My wife’s “Pig in Elf Shoe Euroracer.”
ROCK CANDY 500
7 p.m., River Market Pavilion. $5.
The Rock Candy 500 started as a soap-box derby. We’d spend weeks crafting little wooden Bugattis, fashioning a racing suit out of old football pads and tear off down some twisty stretch of Hillcrest to a Chuck Berry soundtrack, the Times brain trust figured. But our better angels prevailed on us, with visions of blood on the pavement, to dial it back a tick.
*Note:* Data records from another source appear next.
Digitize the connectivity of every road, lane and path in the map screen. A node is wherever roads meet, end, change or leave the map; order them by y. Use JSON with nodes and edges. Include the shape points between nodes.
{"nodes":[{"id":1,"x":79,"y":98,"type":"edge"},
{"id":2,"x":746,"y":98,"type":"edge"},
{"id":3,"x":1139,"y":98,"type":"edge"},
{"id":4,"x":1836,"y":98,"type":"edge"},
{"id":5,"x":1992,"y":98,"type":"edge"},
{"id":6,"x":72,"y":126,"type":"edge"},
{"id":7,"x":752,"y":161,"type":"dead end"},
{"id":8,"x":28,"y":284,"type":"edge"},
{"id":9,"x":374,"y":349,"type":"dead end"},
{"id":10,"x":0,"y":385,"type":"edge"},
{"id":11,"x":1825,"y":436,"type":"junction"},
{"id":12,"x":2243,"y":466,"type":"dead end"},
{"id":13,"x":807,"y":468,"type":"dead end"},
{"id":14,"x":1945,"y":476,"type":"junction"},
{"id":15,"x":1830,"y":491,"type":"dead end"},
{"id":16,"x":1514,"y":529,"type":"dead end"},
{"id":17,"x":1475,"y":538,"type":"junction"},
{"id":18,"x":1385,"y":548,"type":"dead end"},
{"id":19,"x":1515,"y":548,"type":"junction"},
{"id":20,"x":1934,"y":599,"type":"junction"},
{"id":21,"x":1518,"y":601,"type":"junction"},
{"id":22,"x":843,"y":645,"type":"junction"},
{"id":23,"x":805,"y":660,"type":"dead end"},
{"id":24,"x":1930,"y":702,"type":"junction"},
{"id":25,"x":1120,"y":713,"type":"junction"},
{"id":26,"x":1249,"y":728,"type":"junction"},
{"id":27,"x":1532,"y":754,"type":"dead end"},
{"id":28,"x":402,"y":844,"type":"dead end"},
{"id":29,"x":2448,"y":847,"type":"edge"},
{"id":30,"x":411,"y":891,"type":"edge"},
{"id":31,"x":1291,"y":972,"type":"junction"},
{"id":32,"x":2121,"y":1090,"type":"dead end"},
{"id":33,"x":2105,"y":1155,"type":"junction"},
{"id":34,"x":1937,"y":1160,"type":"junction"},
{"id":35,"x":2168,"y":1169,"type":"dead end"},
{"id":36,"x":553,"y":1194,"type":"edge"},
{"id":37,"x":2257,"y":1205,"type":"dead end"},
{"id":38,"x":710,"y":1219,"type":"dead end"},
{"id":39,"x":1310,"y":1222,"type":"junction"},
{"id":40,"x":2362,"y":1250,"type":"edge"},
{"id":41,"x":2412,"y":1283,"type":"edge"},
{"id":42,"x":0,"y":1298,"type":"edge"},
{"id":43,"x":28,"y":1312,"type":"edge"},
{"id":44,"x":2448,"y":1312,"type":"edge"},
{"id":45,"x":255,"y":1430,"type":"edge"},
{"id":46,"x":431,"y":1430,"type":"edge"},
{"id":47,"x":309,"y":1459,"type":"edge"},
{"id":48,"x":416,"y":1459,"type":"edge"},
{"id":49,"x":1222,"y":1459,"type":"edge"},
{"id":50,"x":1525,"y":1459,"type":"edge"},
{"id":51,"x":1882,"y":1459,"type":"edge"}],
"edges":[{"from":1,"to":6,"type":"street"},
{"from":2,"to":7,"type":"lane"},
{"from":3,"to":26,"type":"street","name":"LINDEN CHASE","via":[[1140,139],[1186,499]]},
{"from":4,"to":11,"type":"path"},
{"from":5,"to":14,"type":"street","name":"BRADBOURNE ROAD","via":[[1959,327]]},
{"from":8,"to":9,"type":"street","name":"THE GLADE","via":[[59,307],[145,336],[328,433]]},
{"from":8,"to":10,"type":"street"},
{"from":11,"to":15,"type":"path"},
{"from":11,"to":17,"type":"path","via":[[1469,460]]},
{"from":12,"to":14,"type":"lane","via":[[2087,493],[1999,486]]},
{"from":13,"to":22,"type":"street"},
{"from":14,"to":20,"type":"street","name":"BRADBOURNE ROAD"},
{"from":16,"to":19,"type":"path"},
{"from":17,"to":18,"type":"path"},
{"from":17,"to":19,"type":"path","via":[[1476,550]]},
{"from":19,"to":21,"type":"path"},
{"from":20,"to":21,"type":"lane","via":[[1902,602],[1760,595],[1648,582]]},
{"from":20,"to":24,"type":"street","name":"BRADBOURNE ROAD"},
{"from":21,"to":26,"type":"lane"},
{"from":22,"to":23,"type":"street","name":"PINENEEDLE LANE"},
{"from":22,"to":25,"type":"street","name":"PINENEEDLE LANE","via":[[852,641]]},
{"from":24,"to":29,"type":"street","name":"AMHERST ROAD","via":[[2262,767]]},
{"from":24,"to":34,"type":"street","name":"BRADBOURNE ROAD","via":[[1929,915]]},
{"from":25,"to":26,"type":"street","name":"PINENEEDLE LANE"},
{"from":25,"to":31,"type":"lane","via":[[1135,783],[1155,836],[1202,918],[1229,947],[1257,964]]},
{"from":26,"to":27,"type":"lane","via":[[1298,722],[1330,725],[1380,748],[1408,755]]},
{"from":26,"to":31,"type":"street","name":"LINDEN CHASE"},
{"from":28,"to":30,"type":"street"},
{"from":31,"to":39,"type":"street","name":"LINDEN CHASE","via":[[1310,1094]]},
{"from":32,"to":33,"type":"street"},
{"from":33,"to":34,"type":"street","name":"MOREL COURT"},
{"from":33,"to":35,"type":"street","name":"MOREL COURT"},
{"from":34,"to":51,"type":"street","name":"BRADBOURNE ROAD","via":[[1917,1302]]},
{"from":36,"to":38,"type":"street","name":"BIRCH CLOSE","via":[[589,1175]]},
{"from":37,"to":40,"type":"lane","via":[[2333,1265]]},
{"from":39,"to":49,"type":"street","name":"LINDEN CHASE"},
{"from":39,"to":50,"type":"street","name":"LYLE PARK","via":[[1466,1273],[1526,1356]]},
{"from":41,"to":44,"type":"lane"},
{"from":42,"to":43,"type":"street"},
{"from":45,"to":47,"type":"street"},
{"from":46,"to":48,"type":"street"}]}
Now here we are, two years later, set to launch the sec-ond annual Rock Candy 500 pinewood derby, a race that features all of the craftsmanship and badassery of a soap-box derby, with none of the potential broken bones.
The gist for those who never went through Cub Scouts: Racers begin — weeks, days, maybe even hours — before the race with a 7-inch-long rectangular block of pine wood (or, technically, any kind of wood), which they shape, using whatever tool works, into the body of a model car or an animal or a superhero or anything else with wheels. Then they decorate, with paint or glitter or giant brand-name stickers, attach nails for axles and affix plastic wheels on the ends of the nails. On race night, gravity will guide the cars down a declining, 40-foot-long three-lane track.